Plaidoyer pour les travailleurs étrangers
MUNICIPAL. Les nouvelles règles du jeu en matière d’immigration établies par Québec et Ottawa plongent les travailleurs étrangers, les communautés et les entreprises qui les accueillent dans l’incertitude. Le départ soudain de cette main-d’oeuvre fait craindre le pire pour l’Union des municipalités du Québec qui demande aux deux gouvernements d’alléger leur position. Une requête endossée par la mairesse de Granby, Julie Bourdon.
Comme ailleurs en province, des entreprises d’ici pourraient perdre du personnel venant d’outre-mer avec l’abolition du Programme de l’expérience québécoise (PEQ) et l’entrée de nouvelles restrictions du Programme des travailleurs étrangers temporaires (PTET). Les nouveaux critères en immigration pour ceux et celles qui sont déjà en sol québécois sont loin de faire l’unanimité auprès de la communauté d’affaires et des élus municipaux.
À l’instar de maires et de mairesses de la province, Julie Bourdon et le conseil municipal joignent leur voix au mouvement lancé par l’UMQ. «Je fais des visites chaque mois dans le parc industriel pour aller voir des entreprises et je m’en fais parler tout le temps», affirme l’élue granbyenne. Face à ce tumulte en immigration, plusieurs dirigeants soutiennent ne rien comprendre à ce réalignement imposé par les gouvernements Legault et Carney, selon la mairesse.
«Nos gens vont-ils devoir quitter? Ils ne le savent pas. Ce n’est pas clair, ça créé de l’incertitude. On peut-tu clarifier le tout (…). Quand j’entends le ministre (Jean-François Roberge) dire que c’est pour éviter aux gens qui ne travaillent pas (…). Pour le moment, ce sont tous des gens, qui travaillent, qui sont pris dans cette spirale.»
Selon un sondage commandé par l’UMQ, 79 % des répondants soutiennent que «la planification de l’immigration doit refléter les besoins de toutes les régions et permettre aux travailleuses et travailleurs établis de rester au Québec.»
Une clause grand-père
Afin de dégager une voie de sortie, la mairesse et ses collègues de l’UMQ réclament une clause grand-père (respect du droit acquis) pour les travailleuses et travailleurs étrangers assujettis au PEQ et au PTET.

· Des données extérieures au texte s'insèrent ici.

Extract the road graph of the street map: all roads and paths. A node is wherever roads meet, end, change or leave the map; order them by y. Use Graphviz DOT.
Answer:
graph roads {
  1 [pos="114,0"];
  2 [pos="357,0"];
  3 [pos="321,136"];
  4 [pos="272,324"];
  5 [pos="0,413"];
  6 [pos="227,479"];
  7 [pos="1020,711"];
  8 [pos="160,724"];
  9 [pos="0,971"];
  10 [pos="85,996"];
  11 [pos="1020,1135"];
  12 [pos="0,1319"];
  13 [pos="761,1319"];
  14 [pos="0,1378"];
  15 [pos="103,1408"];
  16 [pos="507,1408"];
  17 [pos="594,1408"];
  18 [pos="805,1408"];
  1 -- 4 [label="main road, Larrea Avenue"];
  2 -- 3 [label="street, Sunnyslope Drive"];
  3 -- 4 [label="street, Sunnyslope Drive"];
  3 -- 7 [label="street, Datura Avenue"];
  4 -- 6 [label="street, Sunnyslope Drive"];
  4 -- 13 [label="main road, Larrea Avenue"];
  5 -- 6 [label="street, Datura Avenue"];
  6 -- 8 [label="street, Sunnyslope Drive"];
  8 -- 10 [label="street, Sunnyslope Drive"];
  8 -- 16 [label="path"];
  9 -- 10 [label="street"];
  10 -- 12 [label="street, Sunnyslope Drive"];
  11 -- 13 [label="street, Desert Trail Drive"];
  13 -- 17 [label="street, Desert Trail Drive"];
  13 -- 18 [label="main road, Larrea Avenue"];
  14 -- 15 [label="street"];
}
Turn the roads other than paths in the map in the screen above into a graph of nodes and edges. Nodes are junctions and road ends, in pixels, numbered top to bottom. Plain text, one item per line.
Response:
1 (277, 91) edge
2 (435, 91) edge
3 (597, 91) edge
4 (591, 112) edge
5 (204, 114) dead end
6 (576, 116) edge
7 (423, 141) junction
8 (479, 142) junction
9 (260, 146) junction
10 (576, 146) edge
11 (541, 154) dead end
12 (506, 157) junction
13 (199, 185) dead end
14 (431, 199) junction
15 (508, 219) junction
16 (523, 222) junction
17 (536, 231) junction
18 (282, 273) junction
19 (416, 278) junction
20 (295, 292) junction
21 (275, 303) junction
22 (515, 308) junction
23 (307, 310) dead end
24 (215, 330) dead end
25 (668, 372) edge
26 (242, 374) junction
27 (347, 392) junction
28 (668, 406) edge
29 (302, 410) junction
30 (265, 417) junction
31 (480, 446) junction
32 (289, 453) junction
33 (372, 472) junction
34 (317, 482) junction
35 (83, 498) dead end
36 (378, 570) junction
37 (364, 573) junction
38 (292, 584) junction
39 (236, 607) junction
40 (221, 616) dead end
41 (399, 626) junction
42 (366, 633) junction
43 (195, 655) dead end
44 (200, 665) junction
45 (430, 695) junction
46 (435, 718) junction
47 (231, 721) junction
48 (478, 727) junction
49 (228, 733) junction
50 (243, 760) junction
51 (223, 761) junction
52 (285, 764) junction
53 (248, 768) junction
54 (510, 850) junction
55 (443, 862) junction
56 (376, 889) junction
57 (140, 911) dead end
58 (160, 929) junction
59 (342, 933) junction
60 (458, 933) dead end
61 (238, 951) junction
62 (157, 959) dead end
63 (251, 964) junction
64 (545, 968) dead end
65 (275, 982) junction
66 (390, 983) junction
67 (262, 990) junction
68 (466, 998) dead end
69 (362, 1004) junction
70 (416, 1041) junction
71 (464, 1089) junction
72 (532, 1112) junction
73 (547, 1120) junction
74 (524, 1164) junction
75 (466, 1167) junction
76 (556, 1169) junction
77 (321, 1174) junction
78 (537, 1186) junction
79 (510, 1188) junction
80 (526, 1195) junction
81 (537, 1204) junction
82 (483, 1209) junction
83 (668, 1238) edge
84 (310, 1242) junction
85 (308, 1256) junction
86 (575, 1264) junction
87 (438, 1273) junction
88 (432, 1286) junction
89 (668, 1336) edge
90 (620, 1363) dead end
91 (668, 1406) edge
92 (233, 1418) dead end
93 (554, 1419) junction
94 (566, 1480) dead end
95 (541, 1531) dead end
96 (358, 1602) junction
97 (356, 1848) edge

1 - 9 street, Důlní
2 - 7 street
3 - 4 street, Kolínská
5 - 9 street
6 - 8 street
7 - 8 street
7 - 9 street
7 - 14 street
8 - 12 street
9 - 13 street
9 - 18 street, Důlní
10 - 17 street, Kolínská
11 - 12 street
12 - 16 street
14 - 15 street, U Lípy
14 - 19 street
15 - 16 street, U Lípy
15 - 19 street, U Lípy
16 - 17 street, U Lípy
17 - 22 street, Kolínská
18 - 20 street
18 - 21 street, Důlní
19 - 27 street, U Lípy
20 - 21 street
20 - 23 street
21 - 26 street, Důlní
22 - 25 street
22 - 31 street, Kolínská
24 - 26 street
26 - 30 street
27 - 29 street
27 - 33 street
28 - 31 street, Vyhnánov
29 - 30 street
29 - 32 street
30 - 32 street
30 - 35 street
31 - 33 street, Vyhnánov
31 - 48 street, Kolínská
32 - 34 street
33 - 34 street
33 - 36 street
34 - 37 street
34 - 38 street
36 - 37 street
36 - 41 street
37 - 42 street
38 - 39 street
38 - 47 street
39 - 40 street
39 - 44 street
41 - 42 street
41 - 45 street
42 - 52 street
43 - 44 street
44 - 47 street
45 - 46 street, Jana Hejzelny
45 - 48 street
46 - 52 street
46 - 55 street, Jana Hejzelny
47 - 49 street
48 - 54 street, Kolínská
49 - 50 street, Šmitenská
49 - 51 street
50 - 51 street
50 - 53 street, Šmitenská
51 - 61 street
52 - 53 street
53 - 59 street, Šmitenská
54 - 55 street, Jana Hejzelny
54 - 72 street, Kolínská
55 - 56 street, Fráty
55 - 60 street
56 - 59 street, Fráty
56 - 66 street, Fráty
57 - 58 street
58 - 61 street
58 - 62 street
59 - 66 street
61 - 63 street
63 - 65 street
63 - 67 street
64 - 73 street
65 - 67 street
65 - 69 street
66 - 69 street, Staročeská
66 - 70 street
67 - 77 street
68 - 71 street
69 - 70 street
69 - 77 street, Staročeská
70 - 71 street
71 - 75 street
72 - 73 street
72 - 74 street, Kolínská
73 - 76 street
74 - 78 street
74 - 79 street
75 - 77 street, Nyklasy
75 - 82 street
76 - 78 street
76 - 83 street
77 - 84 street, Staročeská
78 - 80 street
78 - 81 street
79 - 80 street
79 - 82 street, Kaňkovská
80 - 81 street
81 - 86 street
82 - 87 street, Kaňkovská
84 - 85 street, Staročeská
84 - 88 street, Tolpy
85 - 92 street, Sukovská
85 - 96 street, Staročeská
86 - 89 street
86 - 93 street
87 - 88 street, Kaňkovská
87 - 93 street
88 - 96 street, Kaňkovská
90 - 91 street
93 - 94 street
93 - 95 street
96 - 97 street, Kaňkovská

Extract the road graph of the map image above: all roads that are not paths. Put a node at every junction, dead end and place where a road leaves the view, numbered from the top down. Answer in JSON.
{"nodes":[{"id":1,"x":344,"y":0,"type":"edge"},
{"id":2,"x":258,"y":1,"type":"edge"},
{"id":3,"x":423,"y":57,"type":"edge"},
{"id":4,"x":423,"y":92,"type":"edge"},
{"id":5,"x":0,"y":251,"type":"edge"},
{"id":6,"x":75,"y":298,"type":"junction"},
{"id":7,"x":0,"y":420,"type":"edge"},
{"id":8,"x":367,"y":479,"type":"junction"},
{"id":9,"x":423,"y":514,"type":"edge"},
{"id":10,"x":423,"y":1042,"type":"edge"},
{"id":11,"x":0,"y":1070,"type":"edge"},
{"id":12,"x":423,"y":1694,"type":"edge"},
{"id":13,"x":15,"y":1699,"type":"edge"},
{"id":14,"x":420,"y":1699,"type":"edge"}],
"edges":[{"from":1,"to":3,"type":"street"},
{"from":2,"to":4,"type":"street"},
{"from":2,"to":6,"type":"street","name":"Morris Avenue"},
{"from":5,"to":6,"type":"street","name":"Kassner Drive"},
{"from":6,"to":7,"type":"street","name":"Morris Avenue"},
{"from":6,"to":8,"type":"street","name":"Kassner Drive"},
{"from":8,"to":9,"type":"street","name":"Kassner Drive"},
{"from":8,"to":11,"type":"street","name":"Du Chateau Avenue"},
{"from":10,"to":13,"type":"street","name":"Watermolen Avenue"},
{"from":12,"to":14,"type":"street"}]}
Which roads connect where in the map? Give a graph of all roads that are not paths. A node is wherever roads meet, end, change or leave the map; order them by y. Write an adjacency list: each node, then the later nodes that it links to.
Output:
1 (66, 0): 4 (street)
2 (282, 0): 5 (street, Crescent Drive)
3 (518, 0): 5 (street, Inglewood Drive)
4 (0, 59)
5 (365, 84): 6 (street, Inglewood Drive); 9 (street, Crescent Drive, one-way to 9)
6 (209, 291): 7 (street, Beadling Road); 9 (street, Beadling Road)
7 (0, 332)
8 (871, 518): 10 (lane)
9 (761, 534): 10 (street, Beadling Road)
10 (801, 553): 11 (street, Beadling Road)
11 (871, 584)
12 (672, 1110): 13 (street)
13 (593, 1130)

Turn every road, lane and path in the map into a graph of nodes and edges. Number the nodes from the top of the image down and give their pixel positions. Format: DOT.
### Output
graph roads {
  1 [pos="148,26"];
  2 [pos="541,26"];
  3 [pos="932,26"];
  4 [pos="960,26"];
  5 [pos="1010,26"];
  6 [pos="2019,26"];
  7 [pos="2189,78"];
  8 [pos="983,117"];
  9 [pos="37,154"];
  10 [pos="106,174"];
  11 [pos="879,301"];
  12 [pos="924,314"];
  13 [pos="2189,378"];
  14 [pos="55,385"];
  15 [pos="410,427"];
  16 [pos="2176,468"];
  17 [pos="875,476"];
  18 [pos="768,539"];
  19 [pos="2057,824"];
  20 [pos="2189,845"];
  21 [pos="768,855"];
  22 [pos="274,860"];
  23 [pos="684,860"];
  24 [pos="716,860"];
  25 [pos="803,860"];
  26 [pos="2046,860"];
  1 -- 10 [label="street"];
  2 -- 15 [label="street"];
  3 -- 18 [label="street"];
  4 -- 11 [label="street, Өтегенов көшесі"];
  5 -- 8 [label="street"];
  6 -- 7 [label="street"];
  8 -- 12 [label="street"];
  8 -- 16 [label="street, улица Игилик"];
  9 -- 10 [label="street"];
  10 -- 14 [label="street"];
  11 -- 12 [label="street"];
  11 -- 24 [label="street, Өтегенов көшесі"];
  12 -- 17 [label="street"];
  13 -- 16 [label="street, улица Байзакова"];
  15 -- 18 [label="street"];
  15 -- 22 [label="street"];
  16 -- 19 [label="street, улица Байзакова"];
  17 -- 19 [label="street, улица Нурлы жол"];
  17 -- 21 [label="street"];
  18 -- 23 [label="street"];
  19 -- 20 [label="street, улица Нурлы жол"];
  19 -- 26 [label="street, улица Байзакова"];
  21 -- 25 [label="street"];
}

«Gardons le droit acquis pour nos travailleurs qui sont déjà dans le système, qui parlent français et qui sont déjà intégrés. Ça ne fait pas de sens de les renvoyer (…). Il y a des crises humaines qui sont en train de se passer.»
Rappelons qu’en mai dernier, une vingtaine d’entreprises québécoises ont intenté une poursuite contre le fédéral afin d’être compensées pour les pertes générées par les modifications apportées au PTET. Parmi les demandeurs, on retrouvait des entreprises granbyennes, dont Durabac et les Produits Belt-Tech.